A person who lacks the ability to segregate stimuli in this way is often said to display the cocktail party problem[7] or cocktail party deafness.[8] This may also be described as auditory processing disorder or King-Kopetzky syndrome.

Neurological basis (and binaural processing)

Auditory attention in regards to the cocktail party effect primarily occurs in the left hemisphere of the superior temporal gyrus, a non-primary region of auditory cortex; a fronto-parietal network involving the inferior frontal gyrus, superior parietal sulcus, and intraparietal sulcus also accounts for the acts of attention-shifting, speech processing, and attention control.[9][10] Both the target stream (the more important information being attended to) and competing/interfering streams are processed in the same pathway within the left hemisphere, but fMRI scans show that target streams are treated with more attention than competing streams.[11]

Furthermore, activity in the superior temporal gyrus (STG) toward the target stream is decreased/interfered with when competing stimuli streams (that typically hold significant value) arise. The "cocktail party effect" – the ability to detect significant stimuli in multi-talker situations – has also been labeled the "cocktail party problem", because the ability to selectively attend simultaneously interferes with the effectiveness of attention at a neurological level.[11]
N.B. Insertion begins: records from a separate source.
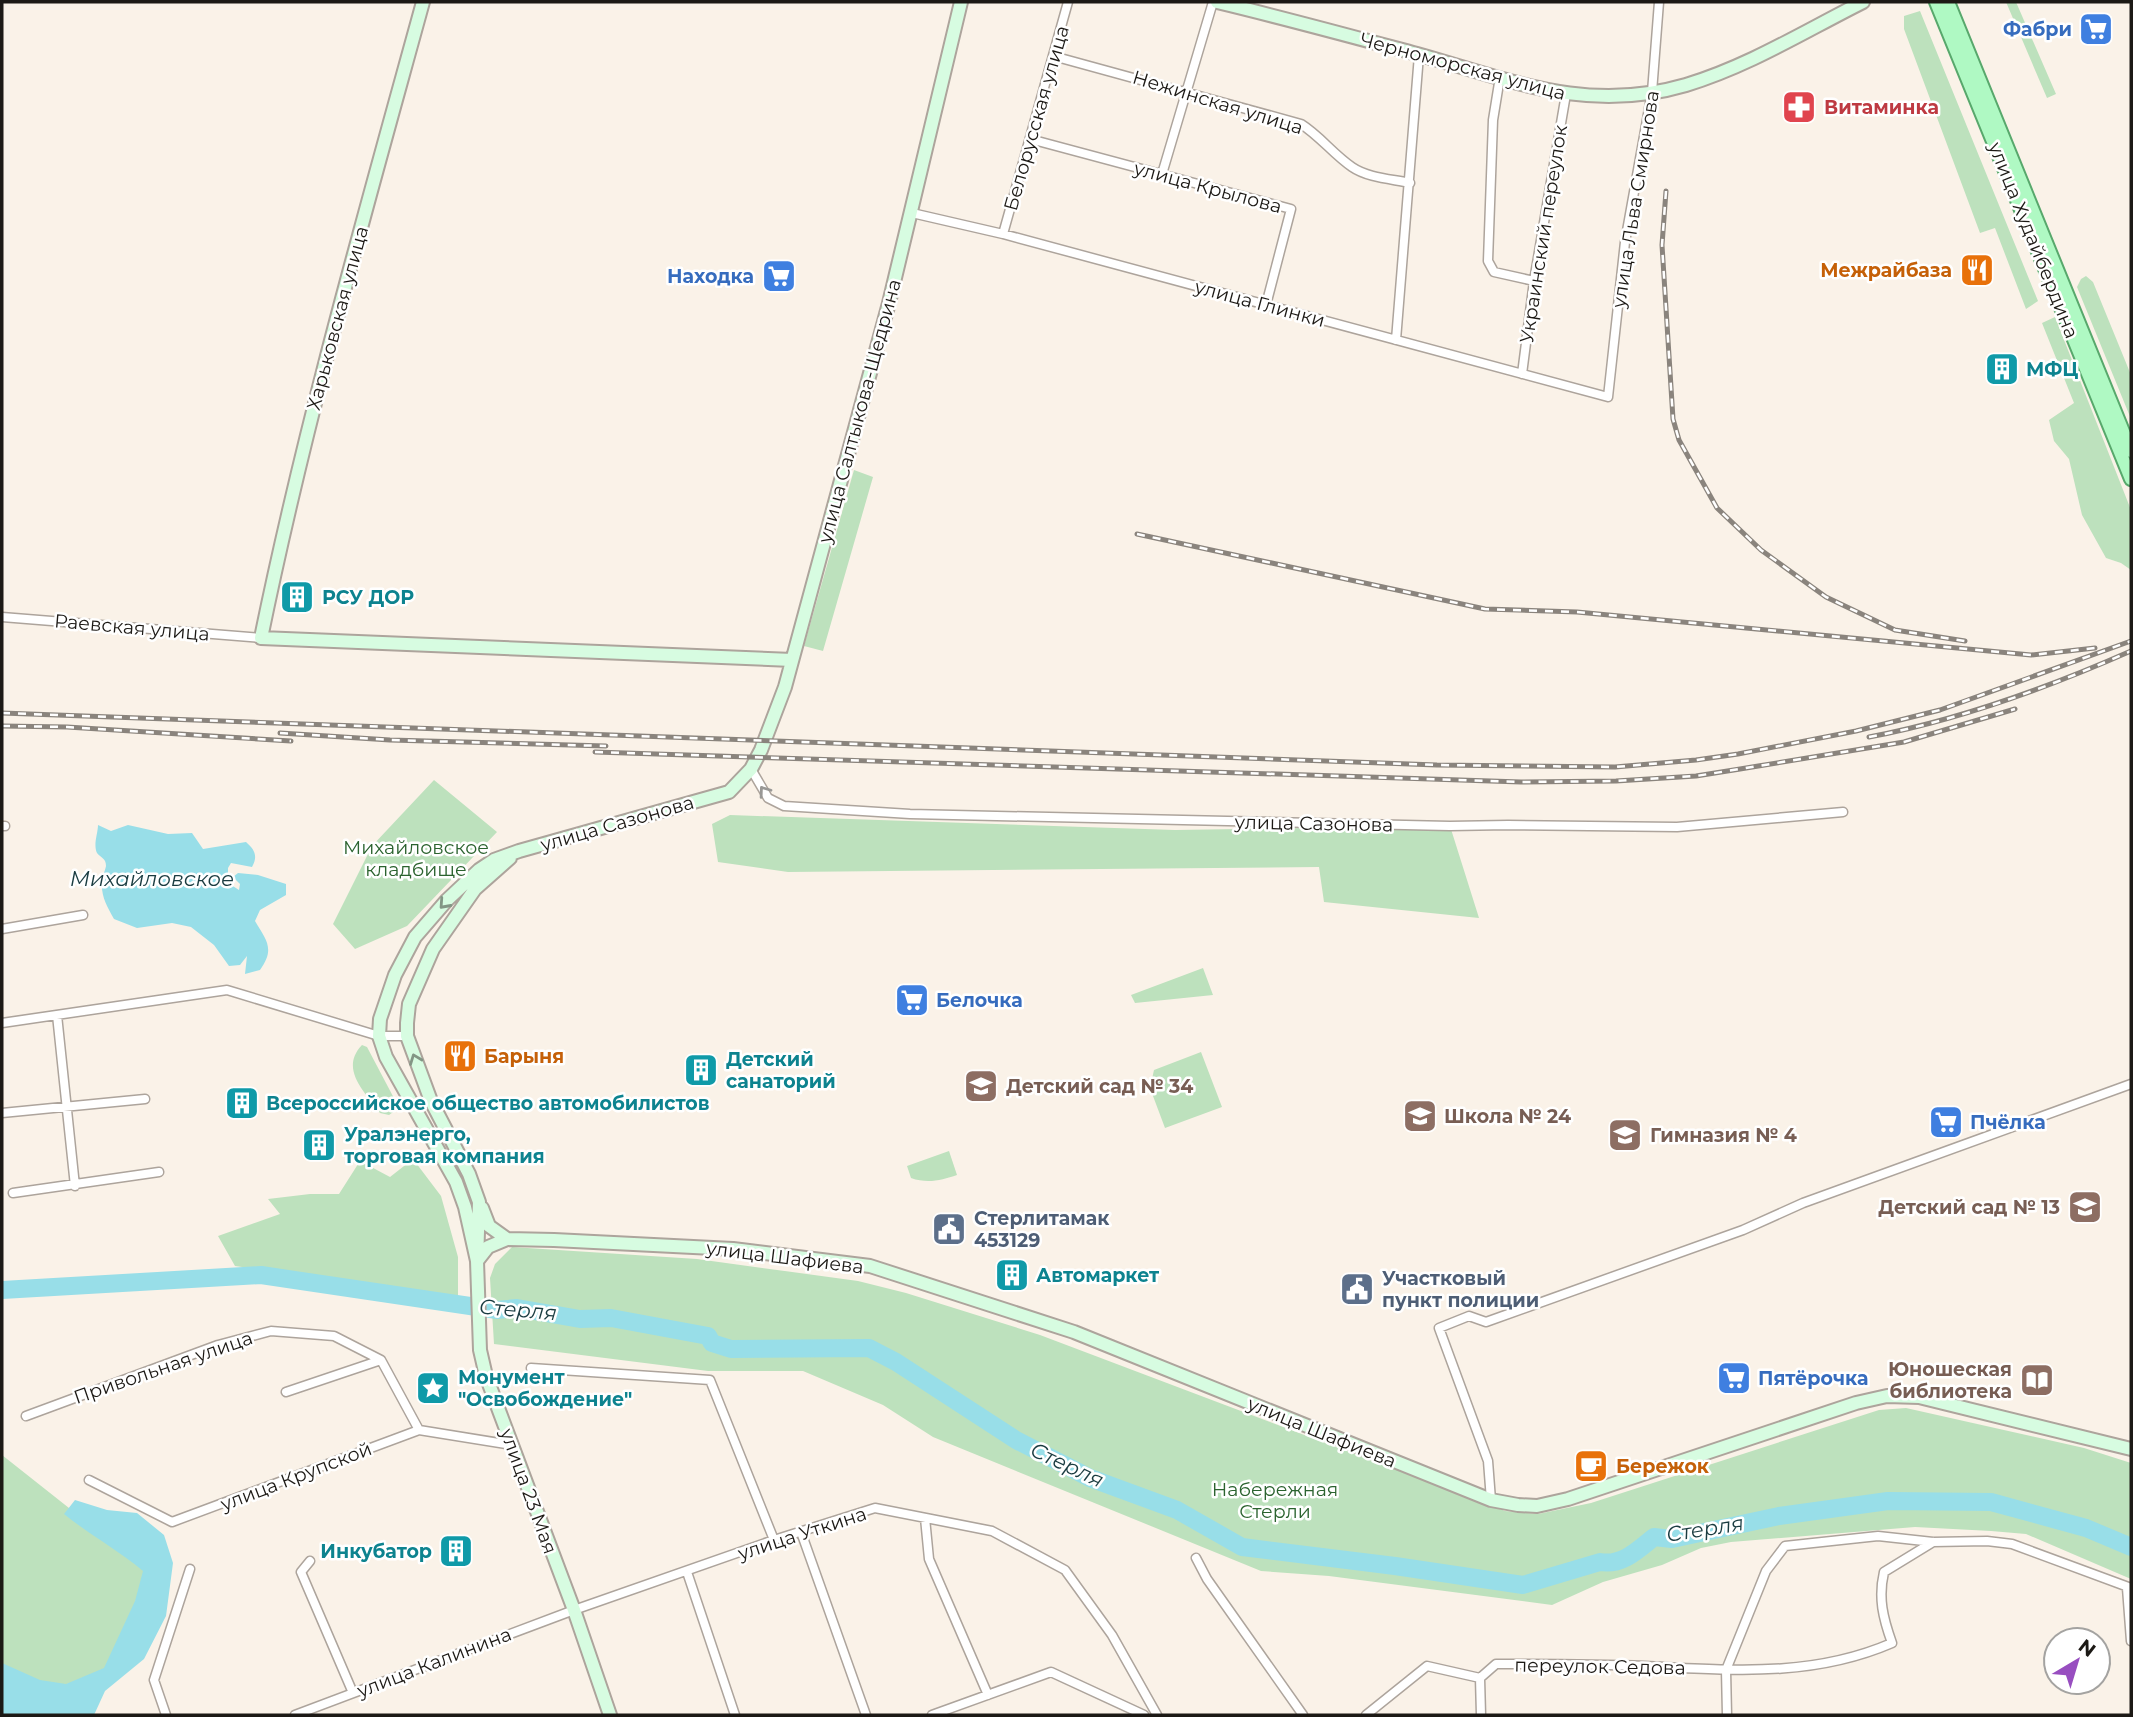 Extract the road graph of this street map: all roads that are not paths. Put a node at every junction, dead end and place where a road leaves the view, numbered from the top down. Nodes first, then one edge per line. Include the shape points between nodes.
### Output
1 (423, 2) edge
2 (961, 2) edge
3 (1068, 2) edge
4 (1215, 2) edge
5 (1659, 2) edge
6 (1863, 2) edge
7 (1936, 2) edge
8 (1948, 2) edge
9 (1419, 55) junction
10 (1053, 56) junction
11 (1500, 77) junction
12 (1187, 91) junction
13 (1651, 92) junction
14 (1566, 94) junction
15 (1030, 139) junction
16 (1162, 174) junction
17 (1410, 183) junction
18 (912, 212) junction
19 (1003, 234) junction
20 (1534, 281) junction
21 (1266, 305) junction
22 (1396, 340) junction
23 (1522, 374) junction
24 (1608, 397) joint
25 (2131, 451) edge
26 (2131, 479) edge
27 (2, 617) edge
28 (261, 638) junction
29 (792, 660) junction
30 (751, 769) junction
31 (715, 796) joint
32 (1843, 812) dead end
33 (519, 851) junction
34 (83, 915) dead end
35 (2, 929) edge
36 (57, 1015) junction
37 (2, 1023) edge
38 (379, 1036) junction
39 (407, 1036) junction
40 (2131, 1084) edge
41 (145, 1099) dead end
42 (66, 1106) junction
43 (2, 1113) edge
44 (159, 1172) dead end
45 (469, 1174) junction
46 (456, 1182) junction
47 (75, 1186) junction
48 (13, 1193) dead end
49 (479, 1202) junction
50 (507, 1239) junction
51 (477, 1261) junction
52 (381, 1360) junction
53 (531, 1368) dead end
54 (286, 1392) dead end
55 (26, 1416) dead end
56 (419, 1430) junction
57 (512, 1445) junction
58 (2131, 1448) edge
59 (89, 1480) dead end
60 (1491, 1500) junction
61 (925, 1518) junction
62 (801, 1532) junction
63 (774, 1540) junction
64 (1933, 1542) junction
65 (1196, 1558) dead end
66 (310, 1561) dead end
67 (190, 1569) dead end
68 (687, 1572) junction
69 (2129, 1588) edge
70 (574, 1610) junction
71 (2131, 1641) edge
72 (1726, 1670) junction
73 (1480, 1678) junction
74 (354, 1693) junction
75 (988, 1695) junction
76 (166, 1715) edge
77 (295, 1715) edge
78 (610, 1715) edge
79 (735, 1715) edge
80 (866, 1715) edge
81 (932, 1715) edge
82 (1144, 1715) edge
83 (1157, 1715) edge
84 (1303, 1715) edge
85 (1366, 1715) edge
86 (1482, 1715) edge
87 (1727, 1715) edge

1 - 28 main road, Харьковская улица via 334,326 287,511
2 - 18 main road, улица Салтыкова-Щедрина
3 - 10 street, Белорусская улица
4 - 9 main road, Черноморская улица
4 - 12 street
5 - 13 street, улица Льва Смирнова
6 - 13 main road, Черноморская улица via 1734,68
7 - 26 main road, улица Худайбердина
8 - 25 main road, улица Худайбердина
9 - 11 main road, Черноморская улица
9 - 17 street
10 - 12 street, Нежинская улица
10 - 15 street, Белорусская улица
11 - 14 main road, Черноморская улица
11 - 20 street via 1493,120 1488,261 1494,272
12 - 16 street
12 - 17 street, Нежинская улица via 1301,124 1351,167
13 - 14 main road, Черноморская улица via 1602,97
13 - 24 street, улица Льва Смирнова via 1625,242
14 - 20 street, Украинский переулок
15 - 16 street, улица Крылова
15 - 19 street, Белорусская улица
16 - 21 street, улица Крылова via 1291,209
17 - 22 street
18 - 19 street, улица Глинки
18 - 29 main road, улица Салтыкова-Щедрина
19 - 21 street, улица Глинки
20 - 23 street, Украинский переулок
21 - 22 street, улица Глинки
22 - 23 street, улица Глинки
23 - 24 street, улица Глинки
27 - 28 street, Раевская улица
28 - 29 main road
29 - 30 main road, улица Салтыкова-Щедрина
30 - 31 main road, улица Салтыкова-Щедрина via 729,792
32 -> 30 street, улица Сазонова via 1677,828 910,814 784,806 768,798
31 - 33 main road, улица Сазонова
33 -> 38 main road, улица Сазонова via 479,870 415,937 395,975
33 - 39 main road, улица Сазонова via 475,890 433,949 409,1004
34 - 35 street
36 - 37 street
36 - 38 street via 227,990
36 - 42 street
38 - 39 street
38 - 46 main road via 400,1085
45 -> 39 main road, улица Сазонова via 431,1101
40 - 60 street via 1486,1322 1469,1317 1438,1328 1488,1461
41 - 42 street
42 - 43 street
42 - 47 street
44 - 47 street
45 - 46 main road
45 - 49 main road, улица Сазонова
46 - 51 main road
47 - 48 street
49 - 50 main road via 489,1226
49 - 51 main road, улица Сазонова
50 - 51 main road via 488,1247
50 - 60 main road, улица Шафиева via 733,1249 870,1266 1084,1336
51 - 57 main road, улица 23 Мая via 480,1350
52 - 54 street
52 - 55 street, Привольная улица via 334,1336 271,1331 218,1345
52 - 56 street
53 - 63 street via 710,1380
56 - 57 street, улица Крупской
56 - 59 street, улица Крупской via 172,1522
57 - 70 main road, улица 23 Мая
58 - 60 main road, улица Шафиева via 1919,1396 1887,1396 1567,1499 1537,1506
61 - 62 street, улица Уткина via 875,1508
61 - 75 street via 929,1559
61 - 83 street, улица Уткина via 992,1531 1065,1570 1112,1635
62 - 63 street, улица Уткина
62 - 80 street
63 - 68 street, улица Уткина
64 - 69 street via 2012,1544
64 - 72 street via 1878,1536 1785,1546 1766,1571
64 - 72 street, переулок Седова via 1884,1572 1882,1615 1892,1643 1861,1656 1793,1669
65 - 84 street
66 - 74 street via 301,1572
67 - 76 street via 155,1680
68 - 70 street, улица Уткина
68 - 79 street
69 - 71 street
70 - 74 street, улица Калинина
70 - 78 main road, улица 23 Мая
72 - 73 street, переулок Седова via 1496,1664
72 - 87 street
73 - 85 street via 1427,1666
73 - 86 street
74 - 77 street, улица Калинина
75 - 81 street
75 - 82 street via 1051,1672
The cocktail party effect works best as a binaural effect, which requires hearing with both ears. People with only one functioning ear seem much more distracted by interfering noise than people with two typical ears.[12] The benefit of using two ears may be partially related to the localization of sound sources. The auditory system is able to localize at least two sound sources and assign the correct characteristics to these sources simultaneously. As soon as the auditory system has localized a sound source, it can extract the signals of this sound source out of a mixture of interfering sound sources.[13] However, much of this binaural benefit can be attributed to two other processes, better-ear listening and binaural unmasking.[12] Better-ear listening is the process of exploiting the better of the two signal-to-noise ratios available at the ears. Binaural unmasking is a process that involves a combination of information from the two ears in order to extract signals from noise.

Early work

In the early 1950s much of the early attention research can be traced to problems faced by air traffic controllers. At that time, controllers received messages from pilots over loudspeakers in the control tower. Hearing the intermixed voices of many pilots over a single loudspeaker made the controller's task very difficult.[14] The effect was first defined and named "the cocktail party problem" by Colin Cherry in 1953.[7] Cherry conducted attention experiments in which participants listened to two different messages from a single loudspeaker at the same time and tried to separate them; this was later termed a dichotic listening task.[15] His work reveals that the ability to separate sounds from background noise is affected by many variables, such as the sex of the speaker, the direction from which the sound is coming, the pitch, and the rate of speech.[7]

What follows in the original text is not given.